Alternative Shells #

When we installed arch we actually changed the default shell from bash to zsh, but there are other options such as fish, csh, and xonsh among others


Alternative commands #

  • bat
    • alternative to cat, capable of syntax highlighting and line numbering
  • exa, lsd
    • alternatives to ls, eaiser on the eyes
    • You could also use ranger or nnn two fully featured terminal file browsers
  • fd
    • altertnative to find, doesn’t suck
  • htop, gtop
    • alternatives to top, doesn’t suck
  • prettyping
    • alternative to ping, pretty
    • Also see cnping which is not CLI.
  • diff-so-fancy, icdiff, Delta, Difftastic, pdf-diff
    • alternatives to diff, but with more features (or different target files). Difftastic is particularly nice for having an understanding of what Syntax actually means.
  • ncdu and dust
    • while much slower than du it’s great for finding out what’s eating storage space
  • choose
    • user friendly, simple alternative to awk/cut
  • ripgrep
    • “ripgrep is a line-oriented search tool that recursively searches your current directory for a regex pattern. By default, ripgrep will respect your .gitignore and automatically skip hidden files/directories and binary files. ripgrep has first class support on Windows, macOS and Linux, with binary downloads available for every release. ripgrep is similar to other popular search tools like The Silver Searcher, ack and grep.”
    • TLDR: Search into your text files really fast with regex support.
    • RGA is like ripgrep on steroids- seaches though PDFs, ebooks, office docs, compressed files, etc.
    • Semgrep may be a better fit for doing code stuff
  • echowo
    • alternative to echo, but significantly furrier
  • broot
    • alternative to tree, but optimizes for available screen space, and navigate the tree and cd to it
  • mosh
    • alternative to ssh, but better for unstable connections, shows local typing without the input-loop (and so is more responsive) and is just genearlly a lot better… just not standard. You can make it work with only ssh though, no root needed.
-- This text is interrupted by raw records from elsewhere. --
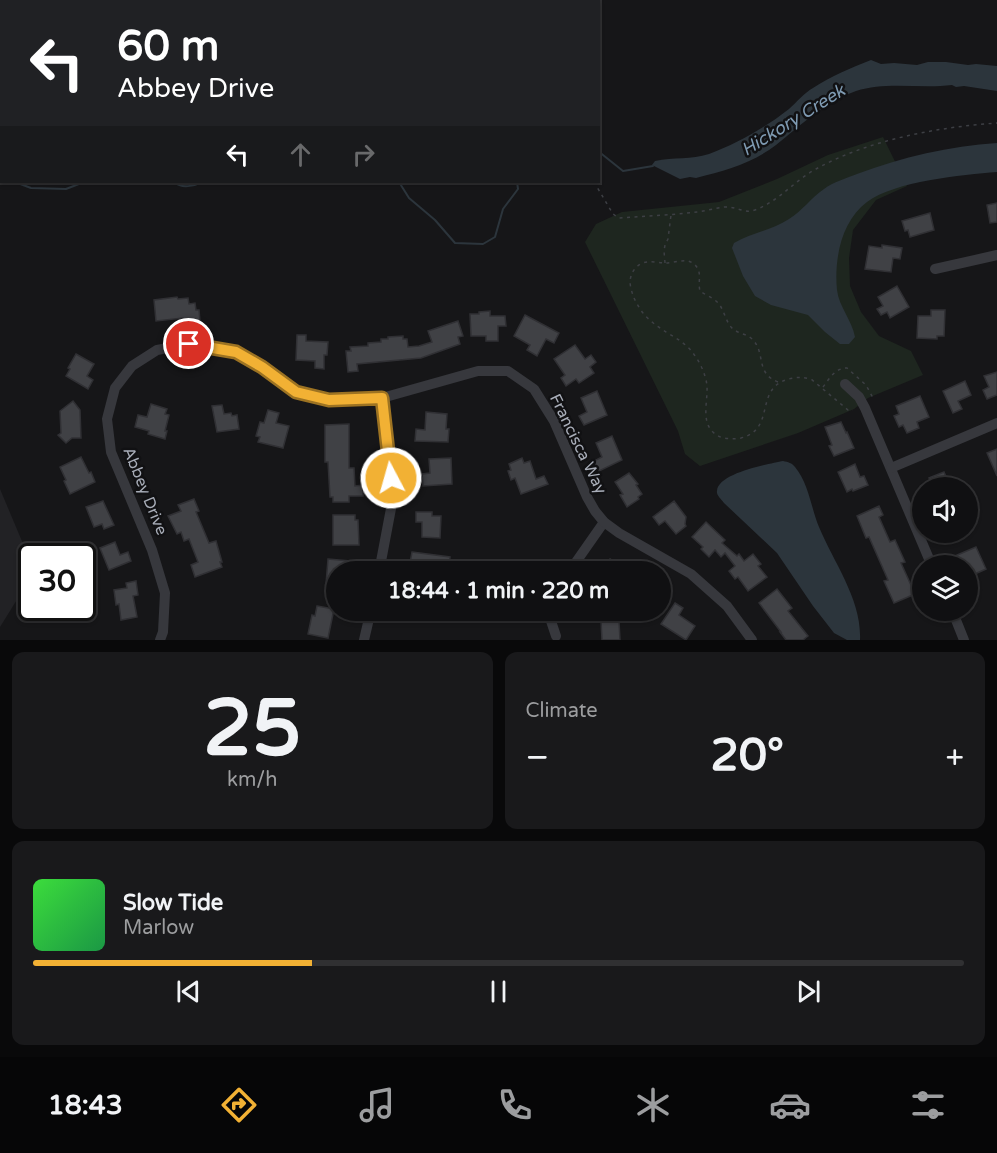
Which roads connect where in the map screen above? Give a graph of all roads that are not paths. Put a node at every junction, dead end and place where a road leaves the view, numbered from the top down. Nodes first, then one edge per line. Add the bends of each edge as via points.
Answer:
1 (997, 255) edge
2 (935, 269) dead end
3 (478, 370) joint
4 (845, 384) dead end
5 (382, 398) junction
6 (997, 423) edge
7 (891, 468) junction
8 (604, 522) junction
9 (927, 555) edge
10 (381, 561) edge
11 (577, 561) edge
12 (368, 621) edge
13 (551, 621) edge
14 (956, 621) edge
15 (556, 636) dead end
16 (160, 640) edge
17 (364, 640) edge
18 (752, 640) edge
19 (964, 640) edge

1 - 2 street
3 - 5 street, Abbey Drive
3 - 8 street, Francisca Way via 508,371 534,389 554,421 587,497
4 - 7 street via 866,408
5 - 10 street via 393,498
5 - 16 street, Abbey Drive via 329,400 296,392 236,352 189,344 157,350 132,366 115,388 107,419 111,452 153,549 165,592
6 - 7 street
7 - 9 street
8 - 11 street
8 - 18 street, Francisca Way via 691,574 727,606
12 - 17 street
13 - 15 street
14 - 19 street

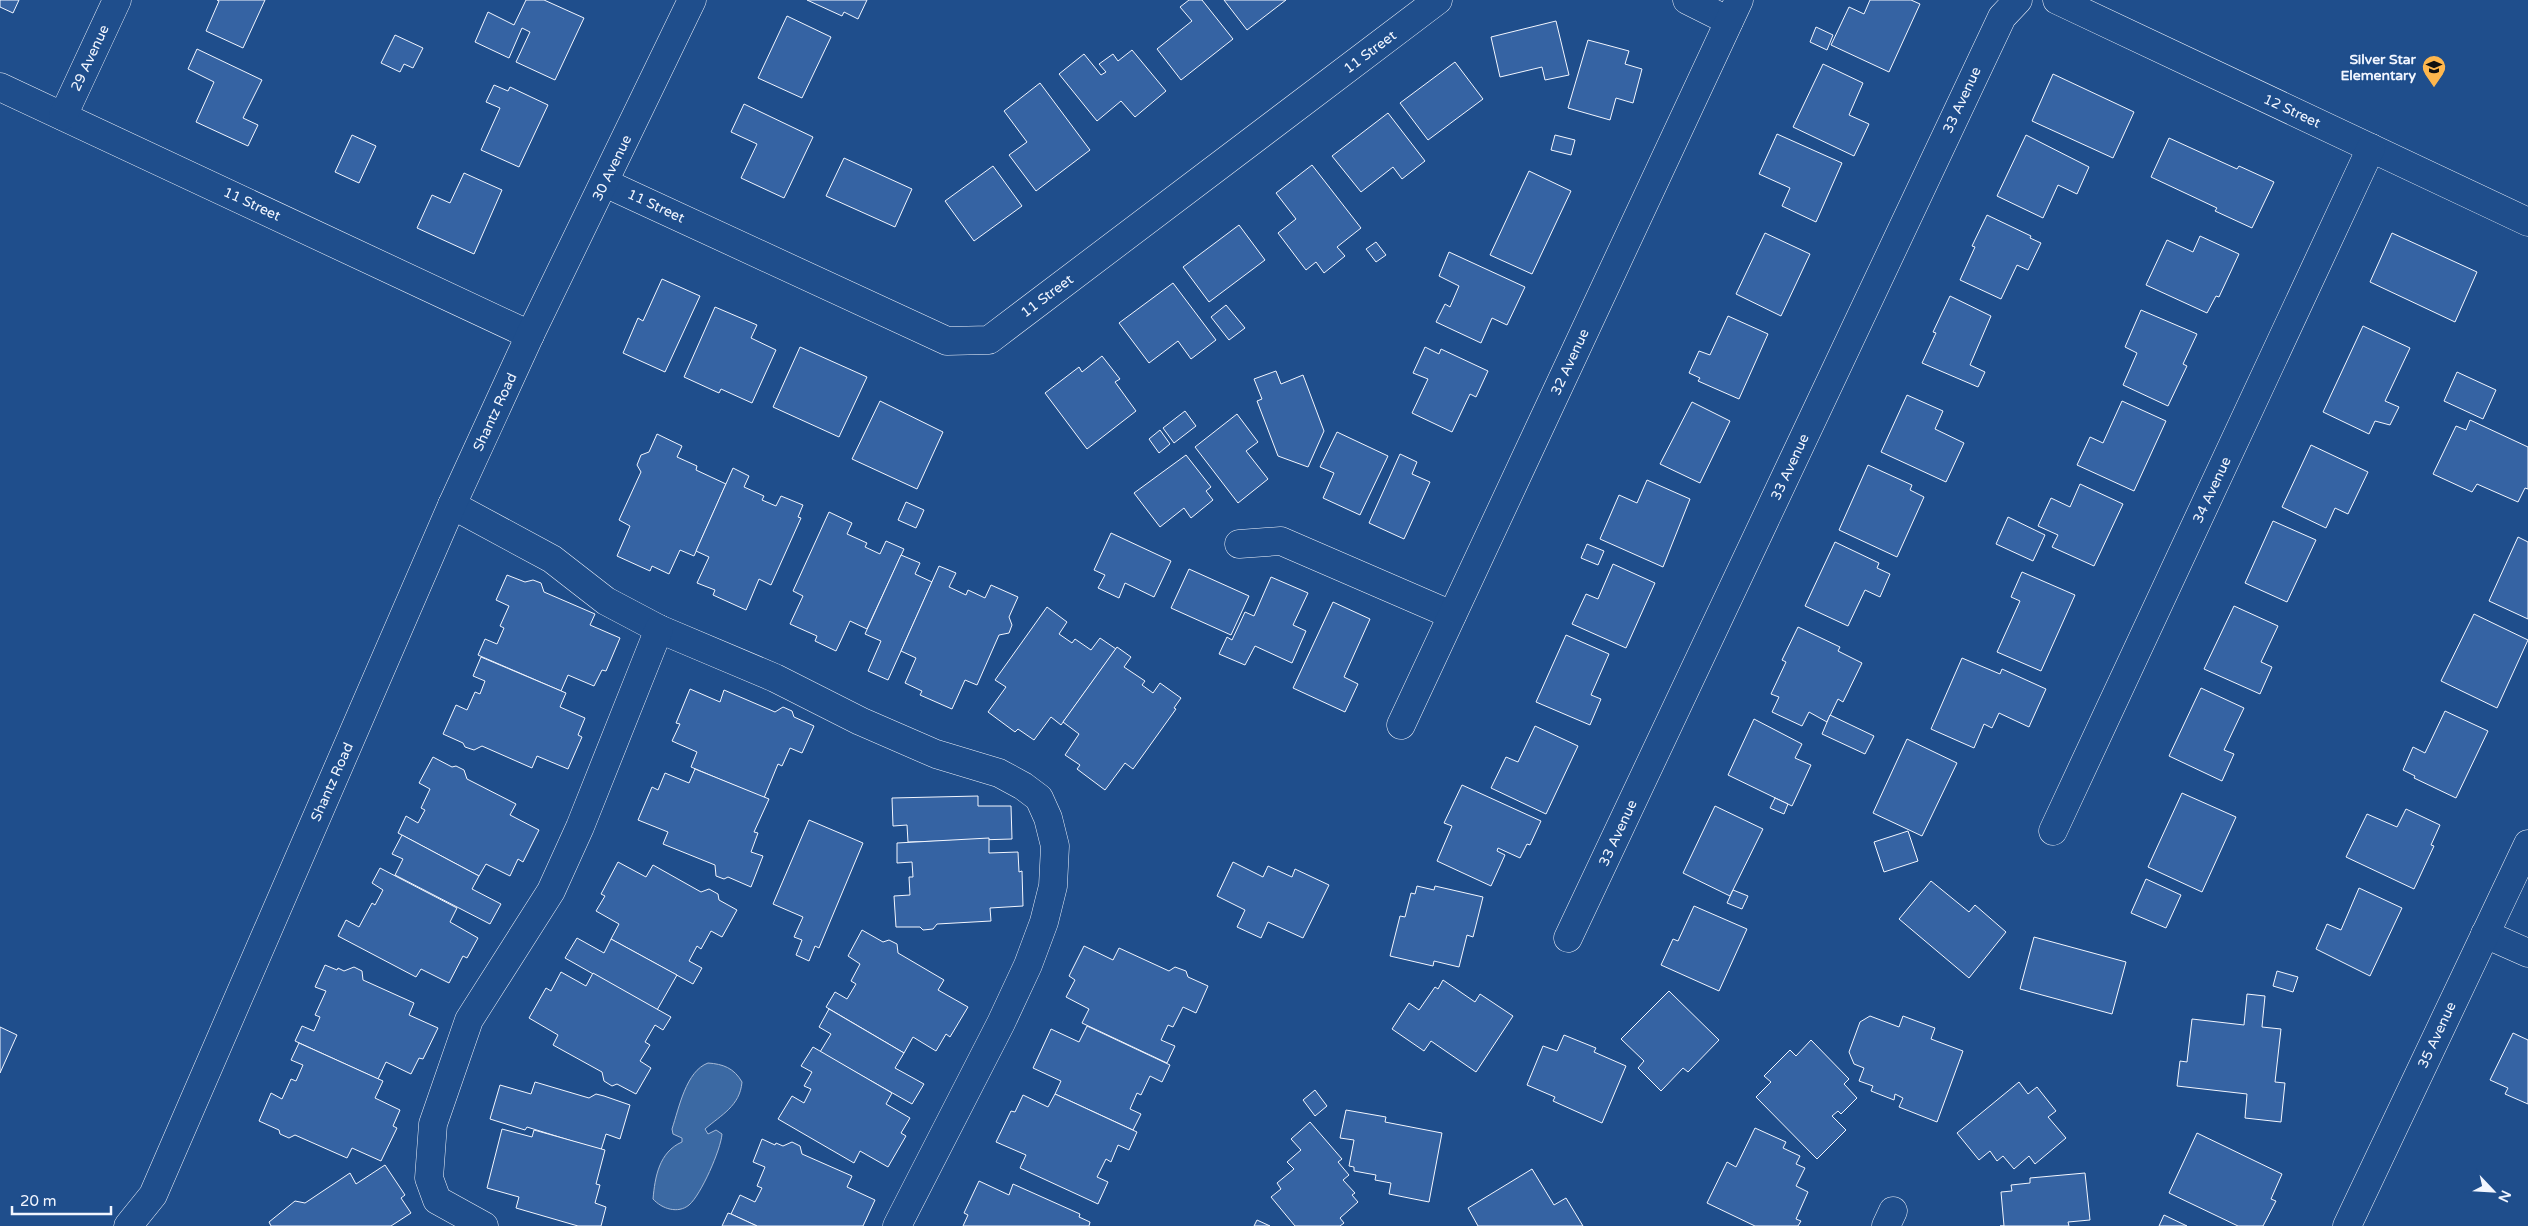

Useful Non-Stock CLI Tools #

  • tldr

    • tldr, ‘for too long didn’t read’ provides a quick, easy to read version of the man page for many common linux commands. Forget how to use tar ? just run tldr tar
  • autojump

    • refrence above description in faster navigation
  • mpd + ncmpcpp

    • ‘music player daemon’ and ’ncurses music player client plus plus’ are two cli tools that work in tandem to provide an experiance that I presonally find superiour to any graphical music player
  • irssi

    • full featured IRC client, chat right from your terminal
  • screenfetch

    • get some nift stats about your terminal, add to your shell’s RC file to be one of the cool kids
  • moreutils

    • “moreutils is a growing collection of the unix tools that nobody thought to write long ago when unix was young.”
  • hr

    • Need some way to visually seperate things, this literally just makes a horizontal line in the terminal
  • fltrdr

    • Wanna read at 1000wpm, this is the tool for you.
  • crex

    • test regular expressions in the terminal
  • lynx, w3m, browsh

    • Browse the web from a terminal (not a joke and actually useful)
  • entr

    • monitor file system for changes
  • noti

    • send a graphical system notification when a command finishes

    • Send push notifications to your phone or desktop via PUT/POST
  • progress

    • start a command and have no way to see what its doing (rsync, cp, etc)? This is your tool
  • figlet, toilet, banner

    • makes big text, run figlet Your Text Here and see your text in big, ascii letters
  • no more secrets

    • reveal text in a martix effect.. I’m streching the meaning of useful here
  • stress-ng

    • stresstest your system in pretty much any super specific way you can think of, or hammer your cpu to test an overclock
  • pandoc

    • convert between damn near any text format to any other format
    • also see pdfsandwich for OCR on PDFS
  • taskwarrior

    • keep track of To-Do’s and tasks, can also be paired with timewarrior for timetracking
  • waifu2x (many forks available)

    • Upscale and de-noise images zoom-and-enhance style but for real- this ones’ a bit GPU intensive because it uses AI
  • youtube-dl

    • despite the name this tool can download videos or audio from almost any page on the internet, even supporting playlists in many cases too.
  • gallery-dl is good for grabbing albums from photo hosting websites

  • rat

    • “Compose shell commands to build terminal applications”
  • magic-wormhole

    • tool for getting a file between two systems easily and secure, just run wormhole send and wormhole recive on the respective systems
  • Ix, Gist

    • Paste tools, like pastebin
  • DMIDecode

    • get info from BIOS
  • hexyl

    • pretty terminal based hex viewer
  • UXY

    • “UXY tool also wraps some common UNIX tools and exports their output in UXY format.”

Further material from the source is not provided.